Stockholm (NordSIP) – On the occasion of his recent visit to Stockholm at the end of April, NordSIP had the opportunity to meet with Roger Miners (Pictured), Head of Distribution for Europe at BNP Paribas Asset Management, and peak behind the scenes.
According to Miners, sustainable finance is a once-in-a-generation historical shift that deserves more appreciation. Meanwhile, with increased regulatory requirements being imposed on sustainable fund managers in the EU, economic recession and ESG pushback from the USA, it is becoming increasingly more difficult to use sustainability as a cheap marketing tool, Miners told NordSIP.
A Historical Moment
“From about sustainable investing in a historical perspective, I think that there are parallels with previous momentous changes in the way we do business. Thinking back to the 1930s, the aftermath of the Crash of 1929 and the Great Depression led to the development of accounting standards. Prior to that, businesses could declare their profits whichever way they wanted,” Miners argues.
“The parallel development now, coming out of the pandemic, is that for the first time we have a revolution with the creation of non-financial environmental, social and governance measurements and expectations. I think we don’t make enough of it. These are revolutionary changes in the way finance works, and they are not going away, since there is clear support for them within society at large as well as from businesses and regulators,” Miners adds.
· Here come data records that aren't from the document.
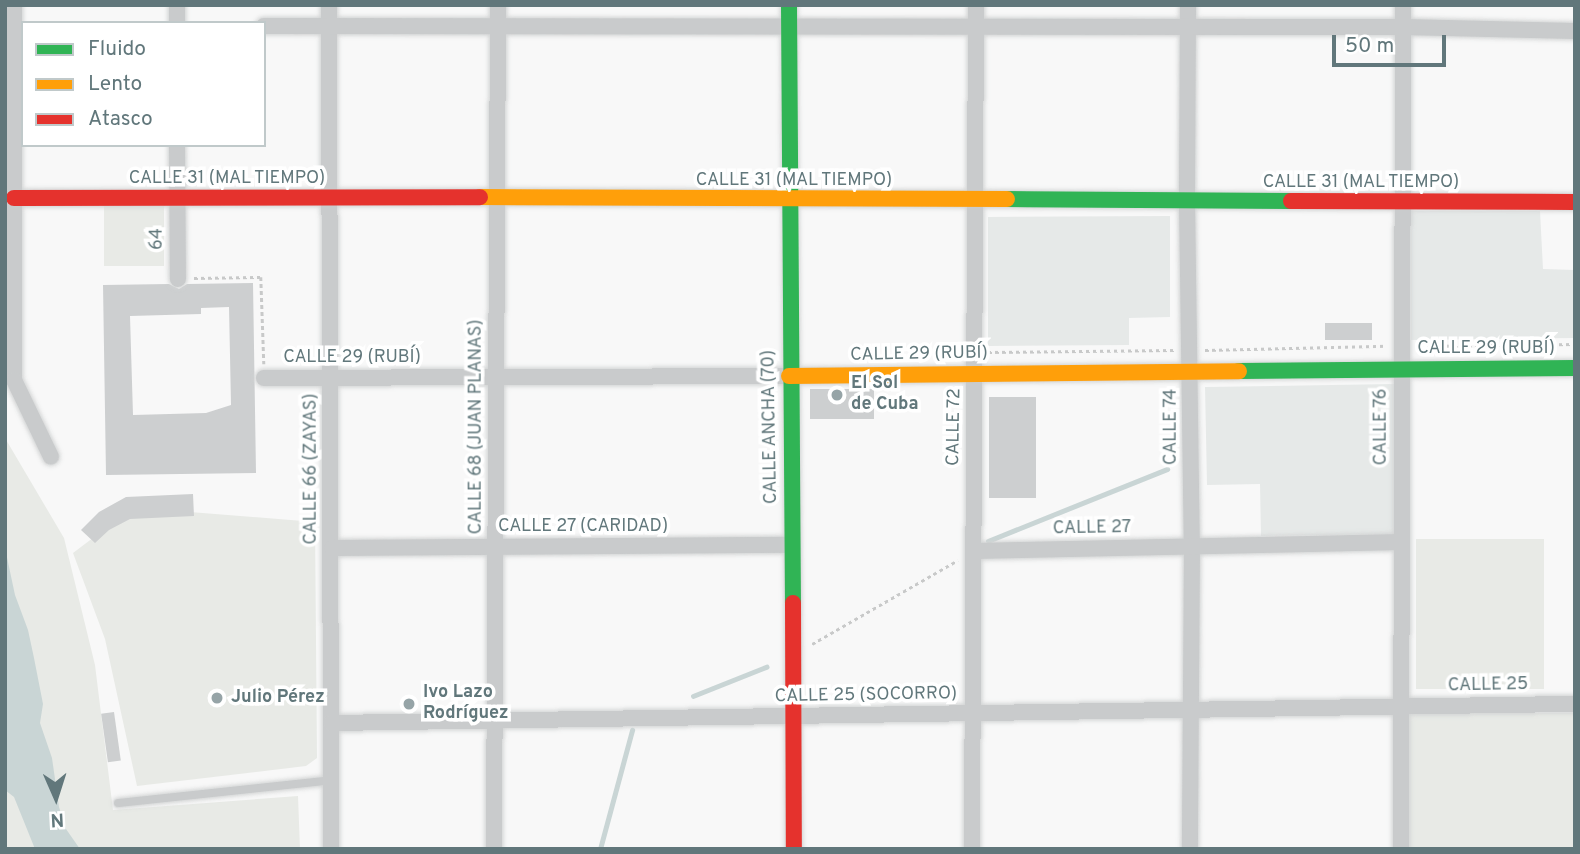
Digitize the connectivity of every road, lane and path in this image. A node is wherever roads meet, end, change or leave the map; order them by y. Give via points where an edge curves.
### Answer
1 (14, 5) edge
2 (329, 5) edge
3 (498, 5) edge
4 (789, 5) edge
5 (976, 5) edge
6 (1188, 5) edge
7 (1404, 5) edge
8 (14, 26) edge
9 (266, 26) edge
10 (328, 26) junction
11 (498, 26) junction
12 (790, 26) junction
13 (976, 26) junction
14 (1188, 27) junction
15 (1403, 27) junction
16 (1575, 31) edge
17 (177, 147) edge
18 (497, 197) junction
19 (14, 198) junction
20 (178, 198) junction
21 (330, 198) junction
22 (789, 201) junction
23 (975, 201) junction
24 (1187, 201) junction
25 (1402, 202) junction
26 (1575, 202) edge
27 (178, 279) joint
28 (1575, 344) edge
29 (1401, 346) junction
30 (1191, 350) junction
31 (974, 352) junction
32 (1575, 368) edge
33 (1401, 369) junction
34 (1191, 371) junction
35 (974, 373) junction
36 (789, 376) junction
37 (331, 377) junction
38 (497, 377) junction
39 (264, 378) joint
40 (51, 457) dead end
41 (1401, 542) junction
42 (791, 545) junction
43 (496, 547) junction
44 (1192, 547) junction
45 (332, 548) junction
46 (973, 551) junction
47 (809, 646) dead end
48 (1575, 704) edge
49 (1401, 707) junction
50 (1190, 710) junction
51 (973, 713) junction
52 (793, 716) junction
53 (495, 721) junction
54 (331, 723) junction
55 (332, 780) junction
56 (118, 803) dead end
57 (331, 849) edge
58 (494, 849) edge
59 (794, 849) edge
60 (972, 849) edge
61 (1189, 849) edge
62 (1401, 849) edge

1 - 8 street
2 - 10 street, CALLE 66 (ZAYAS)
3 - 11 street, CALLE 68 (JUAN PLANAS)
4 - 12 street, CALLE ANCHA (70)
5 - 13 street, CALLE 72
6 - 14 street, CALLE 74
7 - 15 street, CALLE 76
8 - 19 street
9 - 10 street
10 - 11 street
10 - 21 street, CALLE 66 (ZAYAS)
11 - 12 street
11 - 18 street, CALLE 68 (JUAN PLANAS)
12 - 13 street
12 - 22 street, CALLE ANCHA (70)
13 - 14 street
13 - 23 street, CALLE 72
14 - 15 street
14 - 24 street, CALLE 74
15 - 16 street
15 - 25 street, CALLE 76
17 - 20 street, 64
18 - 21 street, CALLE 31 (MAL TIEMPO)
18 - 22 street, CALLE 31 (MAL TIEMPO)
18 - 38 street, CALLE 68 (JUAN PLANAS)
19 - 20 street, CALLE 31 (MAL TIEMPO)
19 - 40 street via 14,380
20 - 21 street, CALLE 31 (MAL TIEMPO)
20 - 27 street, 64
21 - 37 street, CALLE 66 (ZAYAS)
22 - 23 street, CALLE 31 (MAL TIEMPO)
22 - 36 street, CALLE ANCHA (70)
23 - 24 street, CALLE 31 (MAL TIEMPO)
23 - 31 street, CALLE 72
24 - 25 street, CALLE 31 (MAL TIEMPO)
24 - 30 street, CALLE 74
25 - 26 street, CALLE 31 (MAL TIEMPO)
25 - 29 street, CALLE 76
27 - 39 path via 261,277
28 - 29 path
29 - 30 path
29 - 33 street, CALLE 76
30 - 31 path
30 - 34 street, CALLE 74
31 - 35 street, CALLE 72
32 - 33 street, CALLE 29 (RUBÍ)
33 - 34 street, CALLE 29 (RUBÍ)
33 - 41 street, CALLE 76
34 - 35 street, CALLE 29 (RUBÍ)
34 - 44 street, CALLE 74
35 - 36 street, CALLE 29 (RUBÍ)
35 - 46 street, CALLE 72
36 - 38 street, CALLE 29 (RUBÍ)
36 - 42 street, CALLE ANCHA (70)
37 - 38 street, CALLE 29 (RUBÍ)
37 - 39 street, CALLE 29 (RUBÍ)
37 - 45 street, CALLE 66 (ZAYAS)
38 - 43 street, CALLE 68 (JUAN PLANAS)
41 - 44 street, CALLE 27
41 - 49 street, CALLE 76
42 - 43 street, CALLE 27 (CARIDAD)
42 - 52 street, CALLE ANCHA (70)
43 - 45 street, CALLE 27 (CARIDAD)
43 - 53 street, CALLE 68 (JUAN PLANAS)
44 - 46 street, CALLE 27
44 - 50 street, CALLE 74
45 - 54 street, CALLE 66 (ZAYAS)
46 - 47 path
46 - 51 street, CALLE 72
48 - 49 street, CALLE 25
49 - 50 street, CALLE 25 (SOCORRO)
49 - 62 street, CALLE 76
50 - 51 street, CALLE 25 (SOCORRO)
50 - 61 street, CALLE 74
51 - 52 street, CALLE 25 (SOCORRO)
51 - 60 street, CALLE 72
52 - 53 street, CALLE 25 (SOCORRO)
52 - 59 street, CALLE ANCHA (70)
53 - 54 street, CALLE 25 (SOCORRO)
53 - 58 street, CALLE 68 (JUAN PLANAS)
54 - 55 street, CALLE 66 (ZAYAS)
55 - 56 lane
55 - 57 street, CALLE 66 (ZAYAS)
“The revolution in our industry is that for the first time we are not just measuring risk and reward. We are also measuring impact. It is a privilege for those of us working in this industry to witness and participate in these changes. You can work a whole career in an industry and never see a revolution. It is a unique moment in history,” Miners says.
Sticking Up for Sustainability
“BNP Paribas AM has a unique perspective with sustainability at the core of our vision and positioning. It is a part of our DNA. That is very different from the rest of our financial ecosystem. Positioning the whole company, for better or for worse with that intention was not an evident decision five years ago. We stood out,” Miners tells NordSIP.
“It was easy to stand out as a sustainable investor at first. Then, as everyone hopped onto the bandwagon, the market became very crowded and everyone wanted to talk about sustainability. Now, we have gone full cycle, and people are not as keen on talking about ESG again,” Miners continues.
“The last 6 months have seen important work on fighting greenwashing. The industry has had to deal with some very uncomfortable headlines in the news,” he says. These developments include inroads into banning ESG that some sectors of the republican party have made recently. “That is what I was alluding to. There’s some pushback and it puts managers on the spot. Some asset managers are trying to be everything for everyone, but in so doing they end up not being anything to anyone. That is not our position. We are like a leopard. We are not going to change our spots,” Miners adds.
Resisting Green Hushing
As the industry takes a subdued approach to ESG, Miners argues that BNP Paribas AM stands prepared to fill the commitment gap that asset owners are starting to perceive. “Asset managers such as ourselves, with a strong ESG conviction, can stand out in a market where others have entered a ‘green hushing’ mode, unwilling to use the words ‘sustainability’ or ‘ESG’ for fear they may upset some of their clients. The question does pose itself for us,” Miners argues.
“That puts pressure on us. When you stand for something people want to take a closer look, which is fair, right and proper. We are not perfect, but we are committed to our position. Oddly though it may seem, I feel more comfortable in this environment than some years ago, when sustainability was just emerging and everyone was jumping onboard,” Miners adds.
“Our steadfast commitment to our belief has paid dividends. For example, we won two large mandates this year, not because the manager was performing badly but because the investor was unsatisfied with their underlying positioning from a sustainability perspective. Our understanding and moved the assets over to us because of our position,” Miners concludes.